--- START ---

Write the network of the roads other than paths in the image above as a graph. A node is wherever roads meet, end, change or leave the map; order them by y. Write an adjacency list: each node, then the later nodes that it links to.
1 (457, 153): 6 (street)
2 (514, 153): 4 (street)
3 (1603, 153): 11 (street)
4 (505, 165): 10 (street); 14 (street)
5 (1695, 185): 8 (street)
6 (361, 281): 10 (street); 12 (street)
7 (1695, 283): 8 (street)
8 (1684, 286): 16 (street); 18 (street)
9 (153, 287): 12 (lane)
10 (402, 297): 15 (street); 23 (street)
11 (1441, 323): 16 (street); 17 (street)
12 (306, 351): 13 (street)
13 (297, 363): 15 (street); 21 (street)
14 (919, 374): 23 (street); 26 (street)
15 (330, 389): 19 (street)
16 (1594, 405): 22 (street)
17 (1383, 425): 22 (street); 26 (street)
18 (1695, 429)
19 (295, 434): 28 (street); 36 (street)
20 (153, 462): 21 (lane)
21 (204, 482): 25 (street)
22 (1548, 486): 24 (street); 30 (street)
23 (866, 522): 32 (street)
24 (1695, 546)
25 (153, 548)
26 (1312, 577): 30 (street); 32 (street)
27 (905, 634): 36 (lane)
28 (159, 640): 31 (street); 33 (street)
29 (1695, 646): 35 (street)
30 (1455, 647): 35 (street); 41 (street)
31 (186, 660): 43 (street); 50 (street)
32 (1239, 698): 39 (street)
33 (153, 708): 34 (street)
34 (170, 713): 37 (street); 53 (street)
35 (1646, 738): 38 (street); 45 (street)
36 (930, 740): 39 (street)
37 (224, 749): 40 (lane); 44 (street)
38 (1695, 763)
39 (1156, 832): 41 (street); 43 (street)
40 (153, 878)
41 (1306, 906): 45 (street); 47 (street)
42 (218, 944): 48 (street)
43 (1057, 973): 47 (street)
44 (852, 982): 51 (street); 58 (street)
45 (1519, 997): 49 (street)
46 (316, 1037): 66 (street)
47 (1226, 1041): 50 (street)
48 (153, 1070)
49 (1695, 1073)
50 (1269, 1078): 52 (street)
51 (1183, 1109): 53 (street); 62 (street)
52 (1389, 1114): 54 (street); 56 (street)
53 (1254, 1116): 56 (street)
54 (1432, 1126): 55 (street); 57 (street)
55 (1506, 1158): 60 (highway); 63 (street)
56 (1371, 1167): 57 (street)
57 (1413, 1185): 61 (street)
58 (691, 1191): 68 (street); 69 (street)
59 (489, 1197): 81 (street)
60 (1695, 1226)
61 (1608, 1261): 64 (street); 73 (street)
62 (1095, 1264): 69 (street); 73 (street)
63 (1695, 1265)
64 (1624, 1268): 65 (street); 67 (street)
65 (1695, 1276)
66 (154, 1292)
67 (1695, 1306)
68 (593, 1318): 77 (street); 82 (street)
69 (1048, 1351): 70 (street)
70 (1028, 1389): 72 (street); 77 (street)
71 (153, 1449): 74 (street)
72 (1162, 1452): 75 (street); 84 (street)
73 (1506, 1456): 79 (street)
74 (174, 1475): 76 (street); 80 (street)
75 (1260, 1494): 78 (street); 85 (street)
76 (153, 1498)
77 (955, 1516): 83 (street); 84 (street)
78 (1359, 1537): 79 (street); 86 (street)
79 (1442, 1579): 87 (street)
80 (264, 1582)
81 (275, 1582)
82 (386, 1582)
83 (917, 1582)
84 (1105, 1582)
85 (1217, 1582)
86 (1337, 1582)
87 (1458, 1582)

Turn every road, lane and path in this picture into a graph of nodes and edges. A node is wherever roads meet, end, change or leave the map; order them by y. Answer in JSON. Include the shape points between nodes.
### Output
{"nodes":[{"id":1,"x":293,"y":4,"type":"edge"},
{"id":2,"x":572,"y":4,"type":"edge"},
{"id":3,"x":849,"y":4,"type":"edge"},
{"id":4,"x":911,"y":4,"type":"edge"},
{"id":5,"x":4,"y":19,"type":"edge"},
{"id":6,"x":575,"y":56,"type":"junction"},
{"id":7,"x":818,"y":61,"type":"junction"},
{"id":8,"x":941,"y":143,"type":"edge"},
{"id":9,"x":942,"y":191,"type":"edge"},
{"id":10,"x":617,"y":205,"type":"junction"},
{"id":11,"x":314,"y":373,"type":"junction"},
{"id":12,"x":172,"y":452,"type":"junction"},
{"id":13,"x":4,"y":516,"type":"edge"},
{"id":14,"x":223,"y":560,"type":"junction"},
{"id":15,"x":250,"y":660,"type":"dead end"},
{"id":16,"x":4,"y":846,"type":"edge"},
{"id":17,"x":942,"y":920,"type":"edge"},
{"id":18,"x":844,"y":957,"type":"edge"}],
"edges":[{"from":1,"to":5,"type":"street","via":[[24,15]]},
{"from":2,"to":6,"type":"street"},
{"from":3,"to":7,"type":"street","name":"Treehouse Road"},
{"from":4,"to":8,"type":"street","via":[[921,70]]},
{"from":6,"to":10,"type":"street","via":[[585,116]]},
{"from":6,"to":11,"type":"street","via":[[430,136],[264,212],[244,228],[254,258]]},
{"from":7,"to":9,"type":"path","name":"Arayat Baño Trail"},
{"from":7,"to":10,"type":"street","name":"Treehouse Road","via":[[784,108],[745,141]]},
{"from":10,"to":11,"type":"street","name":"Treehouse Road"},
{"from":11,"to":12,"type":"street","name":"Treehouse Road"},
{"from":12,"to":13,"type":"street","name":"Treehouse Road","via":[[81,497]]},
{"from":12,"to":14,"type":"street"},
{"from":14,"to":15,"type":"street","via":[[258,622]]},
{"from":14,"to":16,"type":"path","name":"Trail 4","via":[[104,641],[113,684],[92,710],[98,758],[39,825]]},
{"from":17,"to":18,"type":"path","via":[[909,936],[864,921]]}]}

--- END ---

HOW TO COMPLETE THIS TASK: Exactly as they appear above, return all of the records.

RESULT BELOW:
Write the network of the roads other than paths in the image above as a graph. A node is wherever roads meet, end, change or leave the map; order them by y. Write an adjacency list: each node, then the later nodes that it links to.
1 (457, 153): 6 (street)
2 (514, 153): 4 (street)
3 (1603, 153): 11 (street)
4 (505, 165): 10 (street); 14 (street)
5 (1695, 185): 8 (street)
6 (361, 281): 10 (street); 12 (street)
7 (1695, 283): 8 (street)
8 (1684, 286): 16 (street); 18 (street)
9 (153, 287): 12 (lane)
10 (402, 297): 15 (street); 23 (street)
11 (1441, 323): 16 (street); 17 (street)
12 (306, 351): 13 (street)
13 (297, 363): 15 (street); 21 (street)
14 (919, 374): 23 (street); 26 (street)
15 (330, 389): 19 (street)
16 (1594, 405): 22 (street)
17 (1383, 425): 22 (street); 26 (street)
18 (1695, 429)
19 (295, 434): 28 (street); 36 (street)
20 (153, 462): 21 (lane)
21 (204, 482): 25 (street)
22 (1548, 486): 24 (street); 30 (street)
23 (866, 522): 32 (street)
24 (1695, 546)
25 (153, 548)
26 (1312, 577): 30 (street); 32 (street)
27 (905, 634): 36 (lane)
28 (159, 640): 31 (street); 33 (street)
29 (1695, 646): 35 (street)
30 (1455, 647): 35 (street); 41 (street)
31 (186, 660): 43 (street); 50 (street)
32 (1239, 698): 39 (street)
33 (153, 708): 34 (street)
34 (170, 713): 37 (street); 53 (street)
35 (1646, 738): 38 (street); 45 (street)
36 (930, 740): 39 (street)
37 (224, 749): 40 (lane); 44 (street)
38 (1695, 763)
39 (1156, 832): 41 (street); 43 (street)
40 (153, 878)
41 (1306, 906): 45 (street); 47 (street)
42 (218, 944): 48 (street)
43 (1057, 973): 47 (street)
44 (852, 982): 51 (street); 58 (street)
45 (1519, 997): 49 (street)
46 (316, 1037): 66 (street)
47 (1226, 1041): 50 (street)
48 (153, 1070)
49 (1695, 1073)
50 (1269, 1078): 52 (street)
51 (1183, 1109): 53 (street); 62 (street)
52 (1389, 1114): 54 (street); 56 (street)
53 (1254, 1116): 56 (street)
54 (1432, 1126): 55 (street); 57 (street)
55 (1506, 1158): 60 (highway); 63 (street)
56 (1371, 1167): 57 (street)
57 (1413, 1185): 61 (street)
58 (691, 1191): 68 (street); 69 (street)
59 (489, 1197): 81 (street)
60 (1695, 1226)
61 (1608, 1261): 64 (street); 73 (street)
62 (1095, 1264): 69 (street); 73 (street)
63 (1695, 1265)
64 (1624, 1268): 65 (street); 67 (street)
65 (1695, 1276)
66 (154, 1292)
67 (1695, 1306)
68 (593, 1318): 77 (street); 82 (street)
69 (1048, 1351): 70 (street)
70 (1028, 1389): 72 (street); 77 (street)
71 (153, 1449): 74 (street)
72 (1162, 1452): 75 (street); 84 (street)
73 (1506, 1456): 79 (street)
74 (174, 1475): 76 (street); 80 (street)
75 (1260, 1494): 78 (street); 85 (street)
76 (153, 1498)
77 (955, 1516): 83 (street); 84 (street)
78 (1359, 1537): 79 (street); 86 (street)
79 (1442, 1579): 87 (street)
80 (264, 1582)
81 (275, 1582)
82 (386, 1582)
83 (917, 1582)
84 (1105, 1582)
85 (1217, 1582)
86 (1337, 1582)
87 (1458, 1582)

Turn every road, lane and path in this picture into a graph of nodes and edges. A node is wherever roads meet, end, change or leave the map; order them by y. Answer in JSON. Include the shape points between nodes.
### Output
{"nodes":[{"id":1,"x":293,"y":4,"type":"edge"},
{"id":2,"x":572,"y":4,"type":"edge"},
{"id":3,"x":849,"y":4,"type":"edge"},
{"id":4,"x":911,"y":4,"type":"edge"},
{"id":5,"x":4,"y":19,"type":"edge"},
{"id":6,"x":575,"y":56,"type":"junction"},
{"id":7,"x":818,"y":61,"type":"junction"},
{"id":8,"x":941,"y":143,"type":"edge"},
{"id":9,"x":942,"y":191,"type":"edge"},
{"id":10,"x":617,"y":205,"type":"junction"},
{"id":11,"x":314,"y":373,"type":"junction"},
{"id":12,"x":172,"y":452,"type":"junction"},
{"id":13,"x":4,"y":516,"type":"edge"},
{"id":14,"x":223,"y":560,"type":"junction"},
{"id":15,"x":250,"y":660,"type":"dead end"},
{"id":16,"x":4,"y":846,"type":"edge"},
{"id":17,"x":942,"y":920,"type":"edge"},
{"id":18,"x":844,"y":957,"type":"edge"}],
"edges":[{"from":1,"to":5,"type":"street","via":[[24,15]]},
{"from":2,"to":6,"type":"street"},
{"from":3,"to":7,"type":"street","name":"Treehouse Road"},
{"from":4,"to":8,"type":"street","via":[[921,70]]},
{"from":6,"to":10,"type":"street","via":[[585,116]]},
{"from":6,"to":11,"type":"street","via":[[430,136],[264,212],[244,228],[254,258]]},
{"from":7,"to":9,"type":"path","name":"Arayat Baño Trail"},
{"from":7,"to":10,"type":"street","name":"Treehouse Road","via":[[784,108],[745,141]]},
{"from":10,"to":11,"type":"street","name":"Treehouse Road"},
{"from":11,"to":12,"type":"street","name":"Treehouse Road"},
{"from":12,"to":13,"type":"street","name":"Treehouse Road","via":[[81,497]]},
{"from":12,"to":14,"type":"street"},
{"from":14,"to":15,"type":"street","via":[[258,622]]},
{"from":14,"to":16,"type":"path","name":"Trail 4","via":[[104,641],[113,684],[92,710],[98,758],[39,825]]},
{"from":17,"to":18,"type":"path","via":[[909,936],[864,921]]}]}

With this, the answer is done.